Coral Reefs: A Natural History
Book Preface
Coral reefs mean different things to different people. To a sea captain they are potentially hazardous, often poorly marked on the chart, and always lying just beneath the surface of the water. To people living in the tropics beside a reef, or on a small island perched on one, they provide both a home and food. To many divers and snorkelers who visit tropical coasts they are a kaleidoscopic wonderland of colorful fish that circle and dart above the strangest of living structures, and these tourists bring significant revenue and foreign earnings to such regions. The scientist sees something different again, a place of huge diversity in a relatively small space, of apparently chaotic pattern and movement, something to try to make sense of. A reef is all of these things and more.
Coral reefs occupy only about one percent of the Earth’s surface but they contain a high abundance of marine species, and they concentrate huge densities of it too, like an oasis. Not only this, but they also construct the reef itself. A reef is made by corals and other organisms as they extract limestone from the seawater to deposit as solid rock to make their own skeletons. They have been doing this for millennia so that now some reefs are a couple of kilometers thick in parts of the Earth that have been slowly subsiding over the ages, such as in the atolls scattered across tropical parts of the Indian and Pacific oceans. The parts of the reef that are now living form only a veneer on the top. Yet that small quantity has built the structure that supports all the rest, from the thousands of species of simple animals to the swarms of fish above, and to several entire oceanic nations.
Few of us realize that around half a billion to a billion people are now wholly or largely dependent on coral reefs, because they live on them or are dependent on the protein that they produce, or perhaps because they provide sheltered waters for a mainland settlement. That
number does not include many millions more who use them for recreation.
INTRODUCTION
Yet there are fewer than 1,000 species of reef-building coral—a thousandfold fewer than the number of species that live among the structures they have built. Corals are the key animals that deposit the limestone rock, which they do because of help from captive, symbiotic algae, in a close association between animal and plant that has lasted for a couple of hundred million years.

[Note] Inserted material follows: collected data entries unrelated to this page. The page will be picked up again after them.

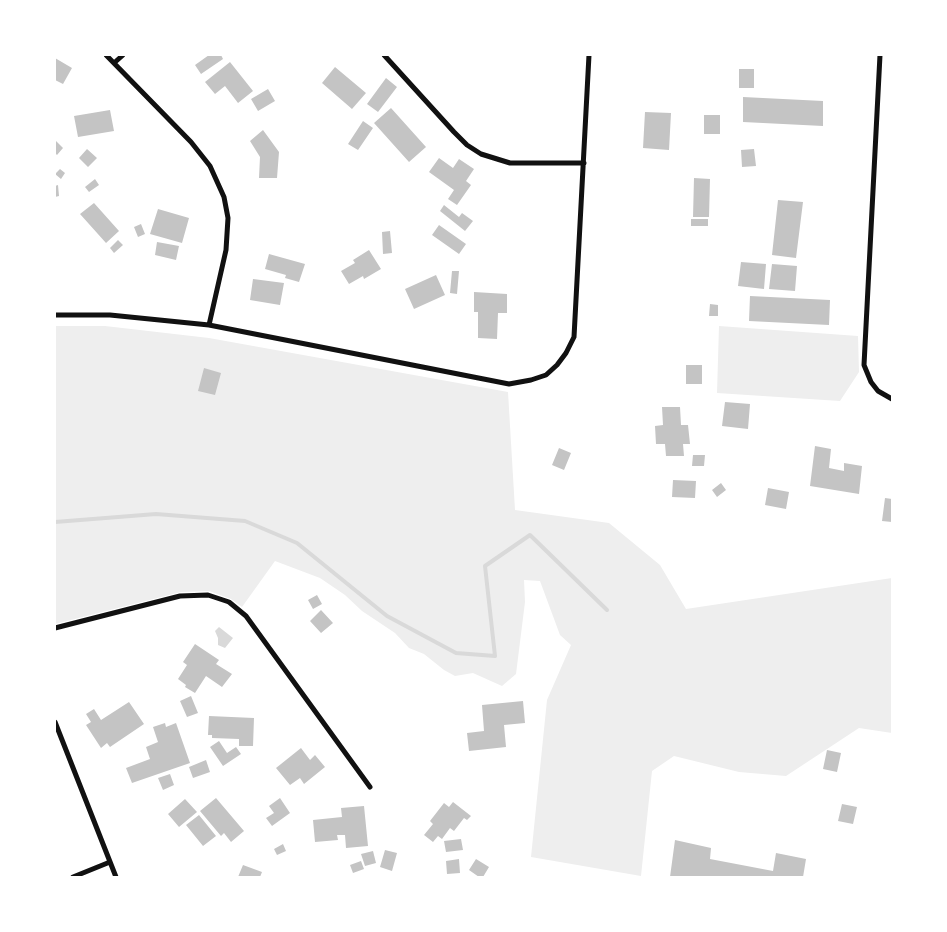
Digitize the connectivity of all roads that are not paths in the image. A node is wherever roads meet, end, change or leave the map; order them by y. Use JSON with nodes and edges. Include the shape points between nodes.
{"nodes":[{"id":1,"x":106,"y":55,"type":"edge"},
{"id":2,"x":122,"y":55,"type":"edge"},
{"id":3,"x":384,"y":55,"type":"edge"},
{"id":4,"x":589,"y":55,"type":"edge"},
{"id":5,"x":880,"y":55,"type":"edge"},
{"id":6,"x":114,"y":63,"type":"junction"},
{"id":7,"x":584,"y":163,"type":"junction"},
{"id":8,"x":55,"y":315,"type":"edge"},
{"id":9,"x":209,"y":326,"type":"junction"},
{"id":10,"x":892,"y":399,"type":"edge"},
{"id":11,"x":55,"y":628,"type":"edge"},
{"id":12,"x":55,"y":722,"type":"edge"},
{"id":13,"x":370,"y":787,"type":"dead end"},
{"id":14,"x":110,"y":862,"type":"junction"},
{"id":15,"x":73,"y":877,"type":"edge"},
{"id":16,"x":116,"y":877,"type":"edge"}],
"edges":[{"from":1,"to":6,"type":"street"},
{"from":2,"to":6,"type":"street"},
{"from":3,"to":7,"type":"street","via":[[454,132],[481,154],[510,163]]},
{"from":4,"to":7,"type":"street"},
{"from":5,"to":10,"type":"street","via":[[864,365],[878,391]]},
{"from":6,"to":9,"type":"street","via":[[191,142],[210,166],[224,197],[228,218],[226,250]]},
{"from":7,"to":9,"type":"street","via":[[574,336],[566,353],[546,375],[509,384]]},
{"from":8,"to":9,"type":"street","via":[[110,315]]},
{"from":11,"to":13,"type":"street","via":[[180,596],[208,595],[229,602],[246,616]]},
{"from":12,"to":14,"type":"street"},
{"from":14,"to":15,"type":"street"},
{"from":14,"to":16,"type":"street"}]}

The far greater numbers of invertebrates on reefs include many that are hidden, and this is unsurprising given the huge whirls of predatory fish above them. Many animals are gaudily colorful. All are hunting for food and mates, and many use astonishing methods of hunting while avoiding being eaten themselves
Coral reefs have attracted people for generations, and because of that attraction to sheltered sea conditions, food, and space on which to live, they have been facing increasingly damaging pressures. So much so that by about 50 years ago probably about a fifth to a quarter had already been damaged and some destroyed. As human populations have risen steeply over the last couple of generations, this damage has increased, coming from pollution such as sewage, agricultural practices that smother reefs with too much fertilizer and sediment, and from dredging the seabed or industrial pollution because the sea has been a cheap place to dump toxic wastes. Damage has also resulted from overfishing to feed increasing populations, and overfishing is one of the most damaging impacts we inflict, because it unbalances the ecosystem.
Then, around the 1970s, the temperature of the oceans started to rise. It wasn’t noticed much at first because the increase was small and within the general variation. It occurred because for the preceding century people had been burning ever more oil, which, together with the burning of coal and land clearing, added increasing amounts of carbon dioxide (CO2) to the air. This gas traps heat from the sun. Scientists looked at every other possible cause of warming and discounted most: the temperature rise has come mainly from burning fossil fuels. Many species in tropical waters, including corals, are already very close to the maximum temperature they can survive. This warming arrives in pulses, called marine heatwaves, and repeated heatwaves are killing corals and reefs in vast numbers. Today this is the primary threat to their survival. Corals, seemingly robust because of the huge reefs they make, have a rather fragile relationship with their symbiotic algae and will die when this is disrupted. They are now facing an existential threat. This book aims to show and describe the beauty of
this most incredible ecosystem, and to explain some of the problems that it now faces and how we must respond to the threats. It is a natural history of an extraordinary but endangered ecosystem.